March Books 25) Brick Lane, by Monica Ali

Second paragraph of third chapter:

She walked slowly along the corridor, looking at the front doors. They were all the same. Peeling red paint showing splinters of pale wood, a rectangular panel of glass with wire meshing suspended inside, gold-rimmed keyholes, stern black knockers. A door flew open and a head bobbed out in front of her. It was bald and red with unknown rage. She nodded but today it did not acknowledge her. Nazneen passed with her eyes averted to the wall. Someone had drawn a pair of buttocks in thick black pen, and next to them a pair of breasts with elongated nipples. Behind her a door slammed. She reached the stairwell and cantered down. The overhead light was fierce; she could feel its faint heat even as the concrete cold crept into her toes. The stairs gave off a tang of urine. She bunched the skirts of her sari with one hand and took the steps two at a time until she missed a ledge and came down on her ankle against an unforgiving ridge. She caught the stair rail and did not fall but clung to the side for a moment, then continued down, stamping as if the pain was just a cramp to be marched out.

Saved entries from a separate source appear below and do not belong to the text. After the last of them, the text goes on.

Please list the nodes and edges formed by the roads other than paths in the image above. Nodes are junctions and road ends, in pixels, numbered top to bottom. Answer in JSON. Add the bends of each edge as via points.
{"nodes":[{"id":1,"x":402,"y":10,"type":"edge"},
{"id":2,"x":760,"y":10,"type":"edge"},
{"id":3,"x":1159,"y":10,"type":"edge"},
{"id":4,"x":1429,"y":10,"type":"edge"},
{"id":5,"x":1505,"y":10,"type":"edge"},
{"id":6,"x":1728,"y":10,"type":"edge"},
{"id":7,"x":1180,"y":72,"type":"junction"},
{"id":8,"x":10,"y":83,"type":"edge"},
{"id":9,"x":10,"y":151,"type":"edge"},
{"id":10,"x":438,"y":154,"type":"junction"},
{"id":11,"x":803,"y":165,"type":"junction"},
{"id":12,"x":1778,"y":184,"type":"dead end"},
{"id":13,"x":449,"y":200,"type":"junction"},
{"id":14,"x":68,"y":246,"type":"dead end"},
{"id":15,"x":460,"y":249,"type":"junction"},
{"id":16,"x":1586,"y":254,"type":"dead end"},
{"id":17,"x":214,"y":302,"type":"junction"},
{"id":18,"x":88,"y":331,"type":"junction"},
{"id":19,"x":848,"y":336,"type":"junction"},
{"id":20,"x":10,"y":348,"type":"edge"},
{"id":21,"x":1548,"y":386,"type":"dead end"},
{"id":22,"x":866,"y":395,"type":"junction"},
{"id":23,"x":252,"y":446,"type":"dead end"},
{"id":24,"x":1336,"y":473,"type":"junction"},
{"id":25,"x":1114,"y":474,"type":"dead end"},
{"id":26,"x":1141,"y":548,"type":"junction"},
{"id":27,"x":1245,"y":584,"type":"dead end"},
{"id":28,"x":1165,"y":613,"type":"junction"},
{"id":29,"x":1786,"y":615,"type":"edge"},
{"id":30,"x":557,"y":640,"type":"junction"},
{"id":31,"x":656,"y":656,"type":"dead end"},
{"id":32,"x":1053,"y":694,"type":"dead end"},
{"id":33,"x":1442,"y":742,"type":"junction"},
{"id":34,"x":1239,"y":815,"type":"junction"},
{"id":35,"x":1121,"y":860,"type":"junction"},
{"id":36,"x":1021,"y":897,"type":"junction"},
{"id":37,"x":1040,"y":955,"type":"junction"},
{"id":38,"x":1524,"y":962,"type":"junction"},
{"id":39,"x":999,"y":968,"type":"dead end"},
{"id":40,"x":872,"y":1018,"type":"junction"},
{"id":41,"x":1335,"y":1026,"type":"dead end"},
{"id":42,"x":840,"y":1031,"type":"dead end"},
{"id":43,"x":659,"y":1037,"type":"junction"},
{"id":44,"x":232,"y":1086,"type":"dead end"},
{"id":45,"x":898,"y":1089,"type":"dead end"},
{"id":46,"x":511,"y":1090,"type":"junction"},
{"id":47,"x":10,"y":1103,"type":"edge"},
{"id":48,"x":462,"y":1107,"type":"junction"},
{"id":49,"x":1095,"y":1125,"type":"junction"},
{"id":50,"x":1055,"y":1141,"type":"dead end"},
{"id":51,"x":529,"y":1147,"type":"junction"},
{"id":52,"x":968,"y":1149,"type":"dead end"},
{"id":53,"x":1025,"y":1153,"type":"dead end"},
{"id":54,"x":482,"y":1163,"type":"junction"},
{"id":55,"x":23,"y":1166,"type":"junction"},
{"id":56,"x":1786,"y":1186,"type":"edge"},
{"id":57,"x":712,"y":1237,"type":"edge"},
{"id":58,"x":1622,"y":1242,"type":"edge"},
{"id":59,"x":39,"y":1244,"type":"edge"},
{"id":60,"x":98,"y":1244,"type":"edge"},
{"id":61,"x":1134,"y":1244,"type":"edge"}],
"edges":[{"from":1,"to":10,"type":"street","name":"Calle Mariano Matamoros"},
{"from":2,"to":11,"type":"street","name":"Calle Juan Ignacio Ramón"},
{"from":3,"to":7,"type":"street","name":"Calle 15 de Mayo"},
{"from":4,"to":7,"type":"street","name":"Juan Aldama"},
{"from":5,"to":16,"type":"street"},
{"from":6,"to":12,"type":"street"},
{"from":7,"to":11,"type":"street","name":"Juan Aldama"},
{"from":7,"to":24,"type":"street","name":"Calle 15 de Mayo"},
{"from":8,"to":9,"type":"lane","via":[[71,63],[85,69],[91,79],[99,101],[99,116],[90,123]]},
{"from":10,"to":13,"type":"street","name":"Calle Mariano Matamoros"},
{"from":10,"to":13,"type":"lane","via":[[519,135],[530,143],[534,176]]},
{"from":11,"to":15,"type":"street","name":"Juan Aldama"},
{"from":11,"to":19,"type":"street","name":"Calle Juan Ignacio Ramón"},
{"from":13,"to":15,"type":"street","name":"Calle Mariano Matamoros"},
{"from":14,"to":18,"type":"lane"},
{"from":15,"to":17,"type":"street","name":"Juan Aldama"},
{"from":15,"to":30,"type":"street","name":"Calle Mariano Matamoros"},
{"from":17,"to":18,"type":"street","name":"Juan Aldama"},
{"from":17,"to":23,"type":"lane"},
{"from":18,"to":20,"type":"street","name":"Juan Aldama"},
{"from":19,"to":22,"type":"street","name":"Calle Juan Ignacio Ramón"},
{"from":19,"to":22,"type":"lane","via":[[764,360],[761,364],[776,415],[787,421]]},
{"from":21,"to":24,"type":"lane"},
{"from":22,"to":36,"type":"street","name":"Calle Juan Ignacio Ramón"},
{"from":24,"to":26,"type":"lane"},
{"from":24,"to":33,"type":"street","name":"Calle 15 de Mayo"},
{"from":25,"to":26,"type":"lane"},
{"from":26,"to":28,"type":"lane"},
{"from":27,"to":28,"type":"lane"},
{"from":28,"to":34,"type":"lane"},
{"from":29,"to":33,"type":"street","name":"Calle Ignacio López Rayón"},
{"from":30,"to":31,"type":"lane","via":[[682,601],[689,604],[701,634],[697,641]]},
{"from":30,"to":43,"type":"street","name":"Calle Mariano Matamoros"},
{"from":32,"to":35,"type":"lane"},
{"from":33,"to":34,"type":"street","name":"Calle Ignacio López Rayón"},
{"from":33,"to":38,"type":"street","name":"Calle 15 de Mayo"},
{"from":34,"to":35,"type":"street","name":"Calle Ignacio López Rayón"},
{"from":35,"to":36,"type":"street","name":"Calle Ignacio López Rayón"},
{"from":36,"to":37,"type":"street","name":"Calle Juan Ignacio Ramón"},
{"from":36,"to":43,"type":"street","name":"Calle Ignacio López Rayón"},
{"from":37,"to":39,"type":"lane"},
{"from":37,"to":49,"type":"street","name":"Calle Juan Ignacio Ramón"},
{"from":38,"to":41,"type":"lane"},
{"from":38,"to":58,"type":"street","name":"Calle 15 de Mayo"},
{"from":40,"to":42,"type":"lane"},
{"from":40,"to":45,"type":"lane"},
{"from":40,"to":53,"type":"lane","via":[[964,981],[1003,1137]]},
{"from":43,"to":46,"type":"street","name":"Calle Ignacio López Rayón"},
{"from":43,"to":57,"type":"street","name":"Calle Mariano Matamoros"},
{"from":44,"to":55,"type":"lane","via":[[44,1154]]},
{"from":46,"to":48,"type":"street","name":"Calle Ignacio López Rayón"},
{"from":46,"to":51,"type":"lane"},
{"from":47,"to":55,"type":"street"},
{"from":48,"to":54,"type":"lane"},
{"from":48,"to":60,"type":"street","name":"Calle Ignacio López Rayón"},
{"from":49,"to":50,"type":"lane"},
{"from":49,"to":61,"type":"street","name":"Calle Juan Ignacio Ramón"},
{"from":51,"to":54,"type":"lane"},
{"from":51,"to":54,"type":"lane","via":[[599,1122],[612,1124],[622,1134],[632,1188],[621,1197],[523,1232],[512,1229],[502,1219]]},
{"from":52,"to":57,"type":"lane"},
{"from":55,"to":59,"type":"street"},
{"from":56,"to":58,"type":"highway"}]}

I very much enjoyed this portrait of a world that I have occasionally glimpsed via my Bangladeshi relatives; our protagonist, Nazneen, stuck in an arranged marriage and transported to Brick Lane in London at the age of 18, gradually finds her own way to gaining control of her own life, managing her relationships with husband and her lover – both fantasists in their different ways – and transcending the tensions within her own community and between it and its neighbours. Meanwhile the letters she gets from her sister back home become increasingly gut-wrenching. The ending isn’t a completely happy one, but then, what ending is?